Monday, October 13, 2014

'90s Horror Poll: Day 12 - Twin Peaks: Fire Walk With Me


#8 (Tie) - 6 Votes

While I don't want to devote a lot of space to the question of whether or not Twin Peaks: Fire Walk With Me is a horror movie, David Lynch is unparalleled in making movies that defy easy genre classification with their ability to make us feel multiple conflicting emotions at once. Eraserhead, for instance, is a movie that many consider horror, but as unsettling as it can be, I've always found it hilarious. One of the many ways that Twin Peaks was a radical departure for network TV was the way it juggled so many different genres and moods in a way that, at the show's best, seemed effortless. A single episode could include goofy comedy, eroticism (by network standards), soap-y melodrama, suspense, surrealism, poetry and genuine pathos, all within the parameters of a mystery procedural. While the show's many tonal shifts weren't always smooth, they were unified by a very real emotional center - the way that the grief over Laura Palmer's death touches every resident of the town and, once the identity of Laura's killer was revealed, the all too real horror of a seemingly happy family hiding unspeakable abuse.

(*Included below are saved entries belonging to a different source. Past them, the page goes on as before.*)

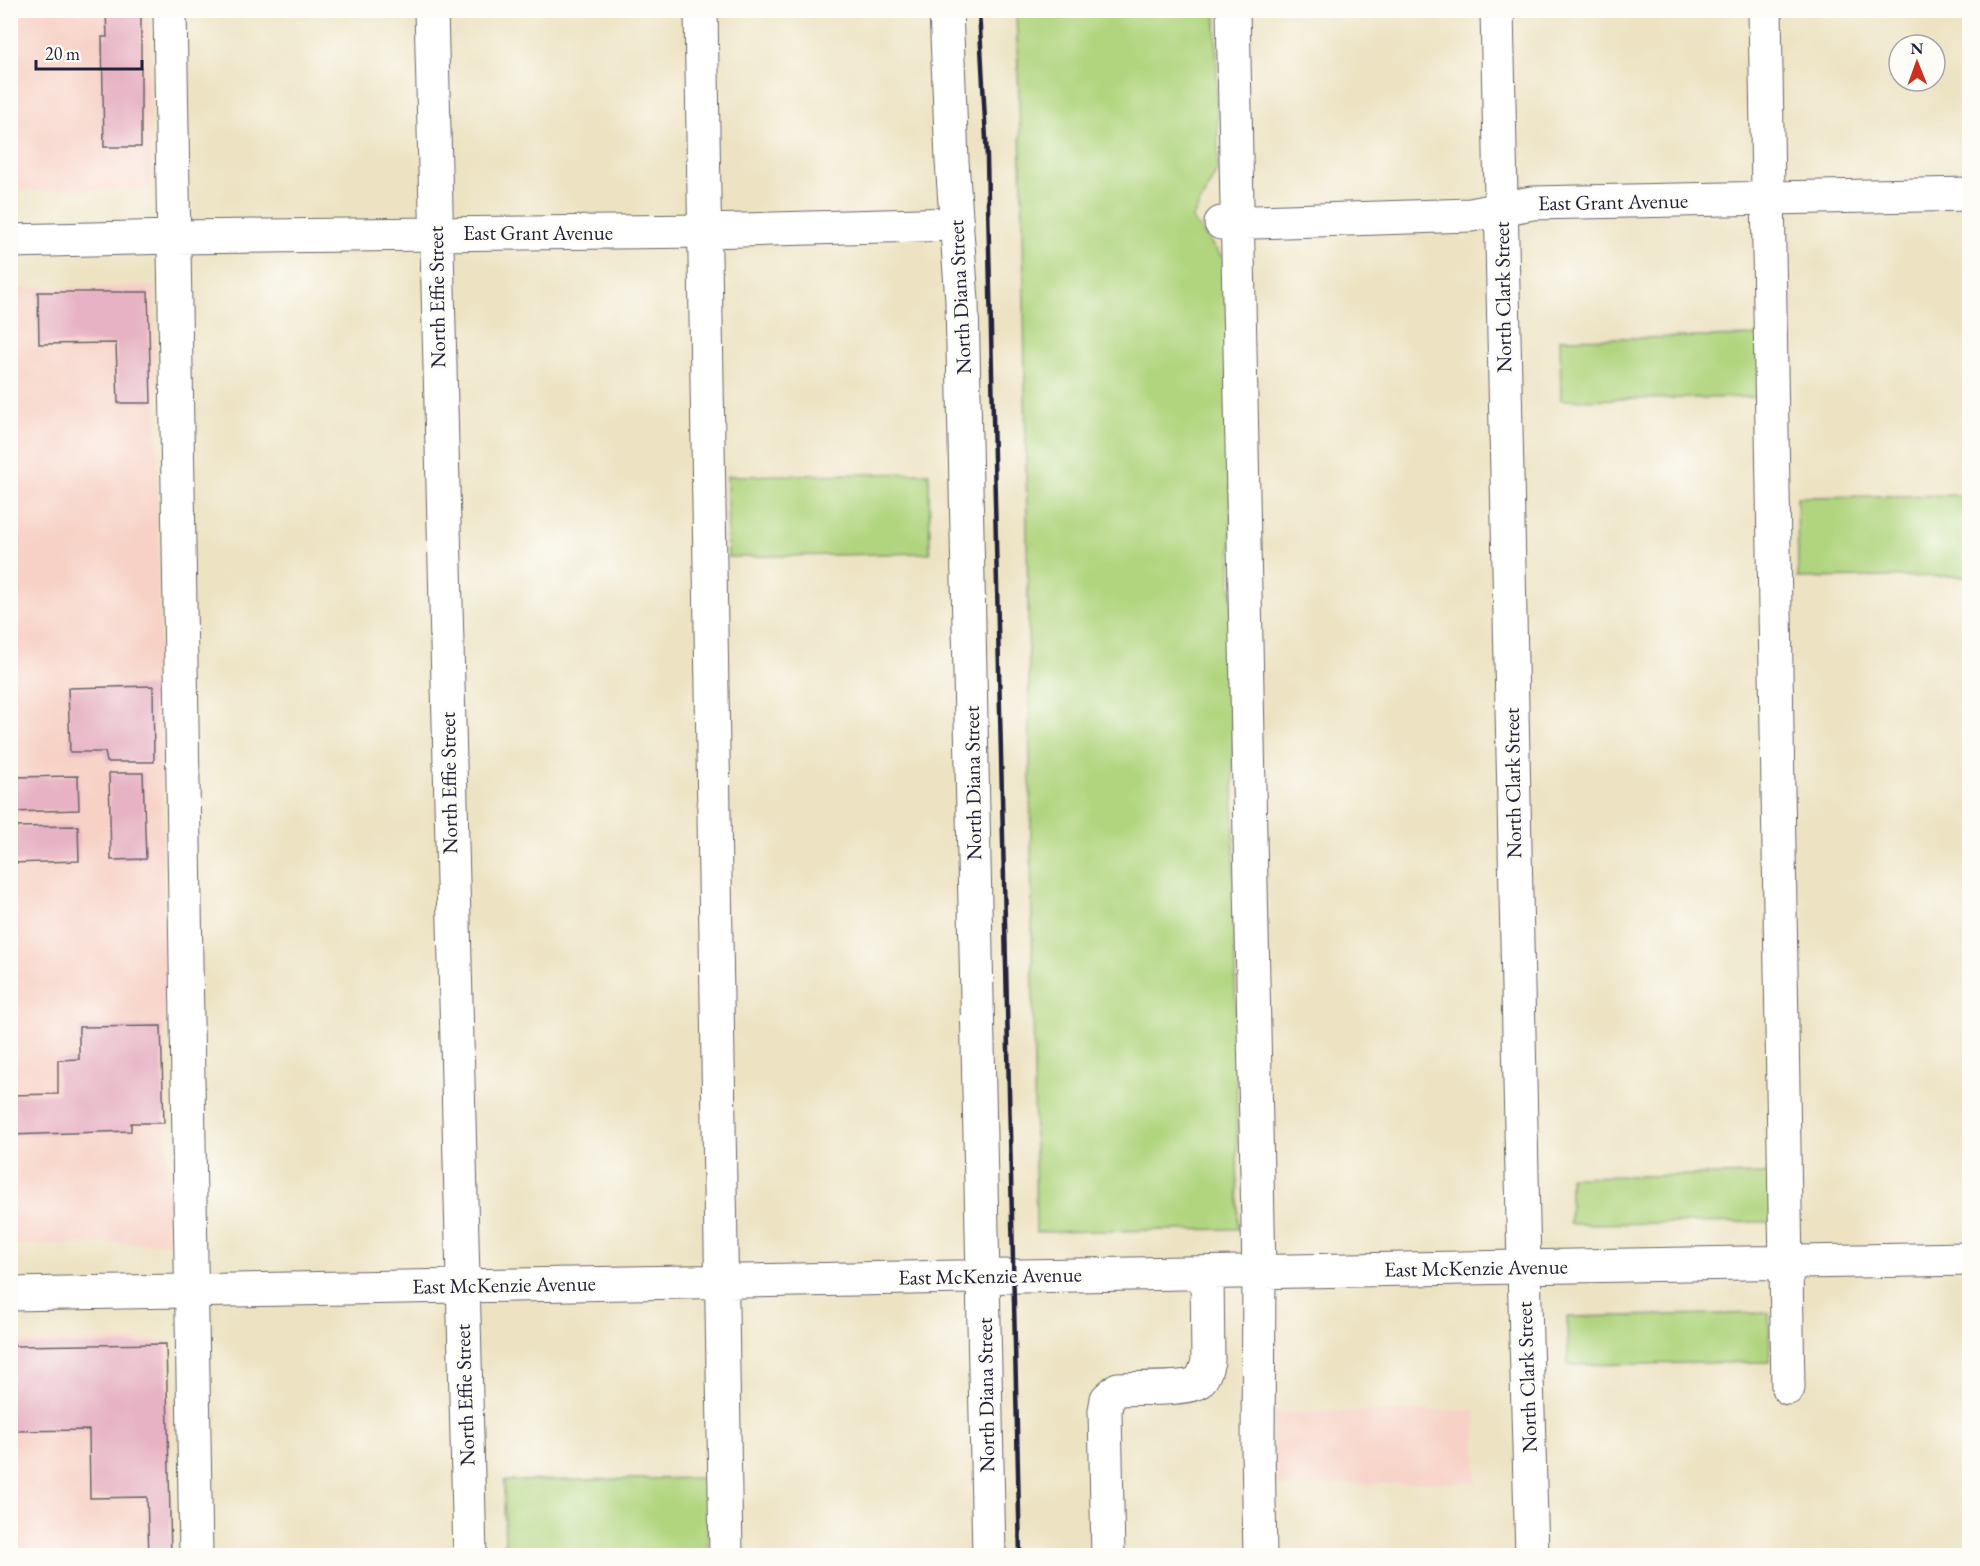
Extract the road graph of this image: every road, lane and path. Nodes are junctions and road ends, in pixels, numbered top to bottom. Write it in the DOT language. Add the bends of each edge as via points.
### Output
graph roads {
  1 [pos="170,10"];
  2 [pos="431,10"];
  3 [pos="701,10"];
  4 [pos="946,10"];
  5 [pos="1233,10"];
  6 [pos="1497,10"];
  7 [pos="1766,10"];
  8 [pos="1970,194"];
  9 [pos="1769,199"];
  10 [pos="1501,209"];
  11 [pos="1230,223"];
  12 [pos="957,224"];
  13 [pos="705,231"];
  14 [pos="436,234"];
  15 [pos="174,237"];
  16 [pos="10,241"];
  17 [pos="1970,1259"];
  18 [pos="1787,1262"];
  19 [pos="1524,1267"];
  20 [pos="1259,1272"];
  21 [pos="1207,1273"];
  22 [pos="984,1276"];
  23 [pos="722,1281"];
  24 [pos="462,1286"];
  25 [pos="192,1291"];
  26 [pos="10,1294"];
  27 [pos="1788,1388"];
  28 [pos="196,1556"];
  29 [pos="470,1556"];
  30 [pos="726,1556"];
  31 [pos="989,1556"];
  32 [pos="1108,1556"];
  33 [pos="1260,1556"];
  34 [pos="1532,1556"];
  1 -- 15 [label="street"];
  2 -- 14 [label="street, North Effie Street"];
  3 -- 13 [label="street"];
  4 -- 12 [label="street, North Diana Street"];
  5 -- 11 [label="street"];
  6 -- 10 [label="street, North Clark Street"];
  7 -- 9 [label="street"];
  8 -- 9 [label="street, East Grant Avenue"];
  9 -- 10 [label="street, East Grant Avenue" via="1532,203"];
  9 -- 18 [label="street"];
  10 -- 11 [label="street, East Grant Avenue" via="1471,215"];
  10 -- 19 [label="street, North Clark Street"];
  11 -- 20 [label="street"];
  12 -- 13 [label="street, East Grant Avenue"];
  12 -- 22 [label="street, North Diana Street" via="962,301"];
  13 -- 14 [label="street, East Grant Avenue"];
  13 -- 23 [label="street"];
  14 -- 15 [label="street, East Grant Avenue"];
  14 -- 24 [label="street, North Effie Street"];
  15 -- 16 [label="street, East Grant Avenue"];
  15 -- 25 [label="street"];
  17 -- 18 [label="street, East McKenzie Avenue"];
  18 -- 19 [label="street, East McKenzie Avenue"];
  18 -- 27 [label="street"];
  19 -- 20 [label="street, East McKenzie Avenue"];
  19 -- 34 [label="street, North Clark Street"];
  20 -- 21 [label="street, East McKenzie Avenue"];
  20 -- 33 [label="street"];
  21 -- 22 [label="street, East McKenzie Avenue"];
  21 -- 32 [label="street" via="1209,1361 1204,1375 1197,1383 1185,1386 1118,1389 1107,1399"];
  22 -- 23 [label="street, East McKenzie Avenue"];
  22 -- 31 [label="street, North Diana Street"];
  23 -- 24 [label="street, East McKenzie Avenue"];
  23 -- 30 [label="street"];
  24 -- 25 [label="street, East McKenzie Avenue"];
  24 -- 29 [label="street, North Effie Street"];
  25 -- 26 [label="street, East McKenzie Avenue"];
  25 -- 28 [label="street"];
}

There are long stretches of Twin Peaks: Fire Walk With Me, Lynch's follow-up to the series, that can't really be classified as "horror." The opening half hour, following FBI agent Chester Desmond (Chris Isaak) as he investigates a murder that took place a year before Laura's, is a self-contained deadpan comedy featuring exact opposites of many of the main characters from Twin Peaks. It's as if Lynch was deliberately trying to frustrate fans' expectations. There's also a brief interlude with David Bowie as a FBI agent returning from the world where Bob and "the man from another place" reside that is equal parts compelling and baffling. Also, given that it's a prequel (and because Kyle McLachlan asked to have a smaller part), Agent Cooper's mostly passive role knocks the movie off-balance as it descends into the underworld of Twin Peaks without its goodhearted, pie-loving Virgil.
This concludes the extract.